Photo credit: C. Bertelsen

I stood by the wooden fence, peering over the barbed wire fringing it like a lace collar. For some reason, I couldn’t focus the camera lens clearly on the Holstein standing a few yards away. The cow gazed back at me, her jaws moving with the steady precision of a slow motor. When I stooped just a bit, I saw it clearly.

But it wasn’t the cow in the viewfinder. No, the camera had zoomed in on an exquisite spider web, sparkling with sunlit dew, its intricate lines meeting with a precision that the fussiest engineer might envy.

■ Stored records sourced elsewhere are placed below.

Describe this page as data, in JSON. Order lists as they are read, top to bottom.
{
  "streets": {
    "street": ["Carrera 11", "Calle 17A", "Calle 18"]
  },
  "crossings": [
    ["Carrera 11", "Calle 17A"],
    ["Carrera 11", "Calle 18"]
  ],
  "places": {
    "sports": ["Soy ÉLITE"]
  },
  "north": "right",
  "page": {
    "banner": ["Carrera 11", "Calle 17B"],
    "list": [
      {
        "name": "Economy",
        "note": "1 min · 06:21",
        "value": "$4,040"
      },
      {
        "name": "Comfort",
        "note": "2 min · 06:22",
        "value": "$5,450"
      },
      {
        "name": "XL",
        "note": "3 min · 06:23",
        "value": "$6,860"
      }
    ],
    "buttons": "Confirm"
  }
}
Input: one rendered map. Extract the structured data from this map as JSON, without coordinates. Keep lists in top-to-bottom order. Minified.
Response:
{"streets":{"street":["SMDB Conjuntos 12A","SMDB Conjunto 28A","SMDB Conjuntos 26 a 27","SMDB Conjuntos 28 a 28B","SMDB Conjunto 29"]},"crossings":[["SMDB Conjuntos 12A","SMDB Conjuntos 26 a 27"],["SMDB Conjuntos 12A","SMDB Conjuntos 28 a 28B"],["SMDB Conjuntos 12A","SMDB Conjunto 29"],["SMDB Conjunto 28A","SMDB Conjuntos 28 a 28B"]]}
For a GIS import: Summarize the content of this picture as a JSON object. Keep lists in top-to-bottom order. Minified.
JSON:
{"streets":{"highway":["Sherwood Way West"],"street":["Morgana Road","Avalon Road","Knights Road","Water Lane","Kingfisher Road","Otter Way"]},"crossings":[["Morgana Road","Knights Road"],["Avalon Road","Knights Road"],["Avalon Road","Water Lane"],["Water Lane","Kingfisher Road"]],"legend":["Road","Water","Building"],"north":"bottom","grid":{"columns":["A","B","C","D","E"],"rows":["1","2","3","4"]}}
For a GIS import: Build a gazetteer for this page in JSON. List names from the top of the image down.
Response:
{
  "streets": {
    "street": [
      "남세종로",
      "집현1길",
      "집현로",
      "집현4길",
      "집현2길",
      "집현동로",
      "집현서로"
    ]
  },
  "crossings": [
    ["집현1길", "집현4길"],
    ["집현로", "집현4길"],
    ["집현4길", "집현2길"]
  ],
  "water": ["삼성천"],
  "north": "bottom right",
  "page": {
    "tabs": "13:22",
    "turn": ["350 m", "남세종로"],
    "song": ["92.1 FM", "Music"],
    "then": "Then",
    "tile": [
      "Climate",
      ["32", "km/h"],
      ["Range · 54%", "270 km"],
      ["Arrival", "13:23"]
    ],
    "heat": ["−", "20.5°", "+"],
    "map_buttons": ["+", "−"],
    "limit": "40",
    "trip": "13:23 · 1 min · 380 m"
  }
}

I thought immediately of E. B. White’s Charlotte’s Web, a story featuring a spider who wove webs filled with messages that tightened her relationships with the lives around her, including Wilbur the pig, destined for slaughter. White made the spider’s web a metaphor for the ties that bind, ending his poem “The Spider’s Web”* with the following passage:

Thus I, gone forth as spiders do
In spider’s web a truth discerning,
Attach one silken thread to you
For my returning.

The stanza hummed in my mind. As a cook, I identified with the spider’s truth: With each dish I cook, with each bite taken of my food, I return to a place of belonging. And that’s never truer than when I eat with others.

By preparing food and sharing it, cooks cement ties of kinship and friendship. Strong as the filaments of spider’s web, the ties that bind – links created by devouring – can often be impossible to break without violent words. Or worse.

I peered at the center of the web. It was empty. I knew, however, that the spider would return, tied to the web by those gossamer threads.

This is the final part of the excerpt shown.